In the clinical trial, 129 patients were randomized into two groups. One group received a short course of standard prednisone therapy and oral BDP for 50 days. The other group received a placebo in place of the oral BPD for the same period. At day 10, the prednisone dose was quickly tapered in patients whose symptoms had responded. Fewer patients randomized to BDP had a subsequent flare-up of GVHD. After completion of the 50-day treatment period, patients were followed for an additional 30 days to see if the treatment effect would last. Patients randomized to BDP had a significantly more durable response rate compared to those in the placebo group. At one year after treatment, mortality rates had been reduced 46 percent compared to the placebo group.

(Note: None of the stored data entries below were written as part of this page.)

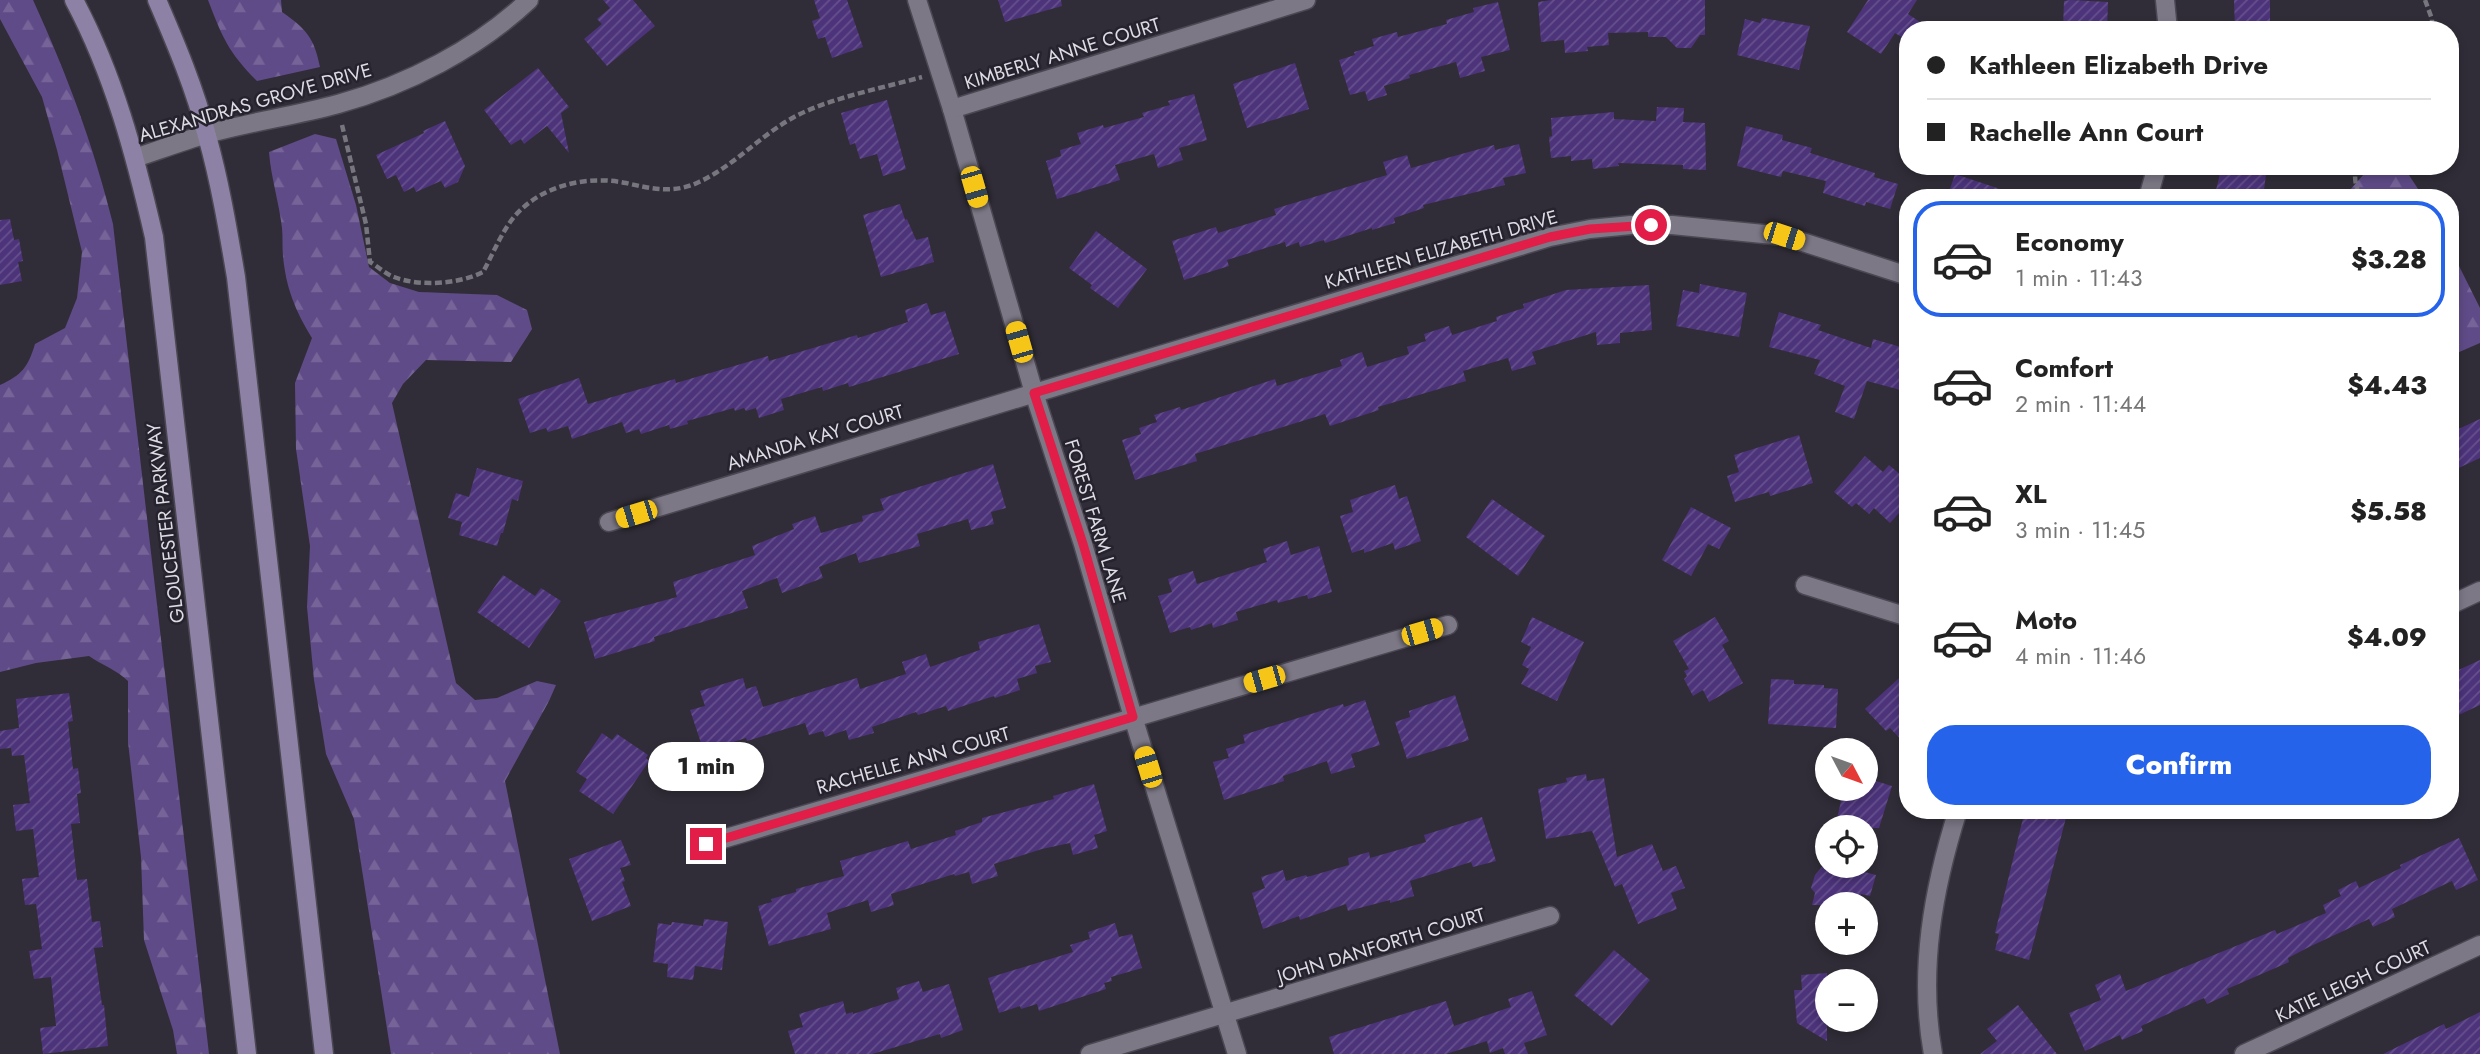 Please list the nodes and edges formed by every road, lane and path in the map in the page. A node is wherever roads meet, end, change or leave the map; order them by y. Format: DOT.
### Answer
graph roads {
  1 [pos="74,0"];
  2 [pos="157,0"];
  3 [pos="529,0"];
  4 [pos="918,0"];
  5 [pos="1306,0"];
  6 [pos="2165,0"];
  7 [pos="2425,0"];
  8 [pos="2167,21"];
  9 [pos="2432,21"];
  10 [pos="940,72"];
  11 [pos="337,104"];
  12 [pos="952,109"];
  13 [pos="207,134"];
  14 [pos="135,158"];
  15 [pos="1899,273"];
  16 [pos="1034,393"];
  17 [pos="609,522"];
  18 [pos="1805,585"];
  19 [pos="2480,591"];
  20 [pos="2459,601"];
  21 [pos="1899,614"];
  22 [pos="1448,625"];
  23 [pos="1133,717"];
  24 [pos="1955,819"];
  25 [pos="706,844"];
  26 [pos="1550,916"];
  27 [pos="2480,945"];
  28 [pos="1224,1014"];
  29 [pos="247,1054"];
  30 [pos="324,1054"];
  31 [pos="1090,1054"];
  32 [pos="1237,1054"];
  33 [pos="1933,1054"];
  34 [pos="2244,1054"];
  1 -- 14 [label="main road, GLOUCESTER PARKWAY"];
  2 -- 13 [label="main road"];
  3 -- 11 [label="street, ALEXANDRAS GROVE DRIVE"];
  4 -- 10 [label="street, FOREST FARM LANE"];
  5 -- 12 [label="street, KIMBERLY ANNE COURT"];
  6 -- 8 [label="street"];
  7 -- 9 [label="path"];
  10 -- 11 [label="path"];
  10 -- 12 [label="street, FOREST FARM LANE"];
  11 -- 13 [label="street, ALEXANDRAS GROVE DRIVE"];
  12 -- 16 [label="street, FOREST FARM LANE"];
  13 -- 14 [label="street, ALEXANDRAS GROVE DRIVE"];
  13 -- 30 [label="main road"];
  14 -- 29 [label="main road, GLOUCESTER PARKWAY"];
  15 -- 16 [label="street, KATHLEEN ELIZABETH DRIVE"];
  16 -- 17 [label="street, AMANDA KAY COURT"];
  16 -- 23 [label="street, FOREST FARM LANE"];
  18 -- 21 [label="street"];
  19 -- 20 [label="street"];
  22 -- 23 [label="street, RACHELLE ANN COURT"];
  23 -- 25 [label="street, RACHELLE ANN COURT"];
  23 -- 28 [label="street, FOREST FARM LANE"];
  24 -- 33 [label="street"];
  26 -- 28 [label="street, JOHN DANFORTH COURT"];
  27 -- 34 [label="street, KATIE LEIGH COURT"];
  28 -- 31 [label="street, JOHN DANFORTH COURT"];
  28 -- 32 [label="street, FOREST FARM LANE"];
}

“Oral BDP provides much more tailored and targeted control of gastrointestinal GVHD and it allows patients to move away from the side effects of standard prednisone therapy. All of this improves the chances that patients will have a successful outcome,” Hockenbery said. “I think this is a very convincing clinical trial because by targeting topical therapy to the areas most affected, we were able to keep symptoms at bay while minimizing systemic immune suppression.”

Thus we are in a position to wish the success of the drug in the upcoming clinical trials in order to get a respite from this chronic disease. This disease is an unwanted resulting as a side-effect from stem cell therapy. Moreover getting a perfect match as a donor for a particular host is almost a next to an impossible job. So the best way to combat the condition is to get a cure for this disease. Also we are optimistic that starting with gastrointestinal GVHD cure drug, researchers be successful in other cases too.

This in some way or the other help the improvement of stem cell therapy also.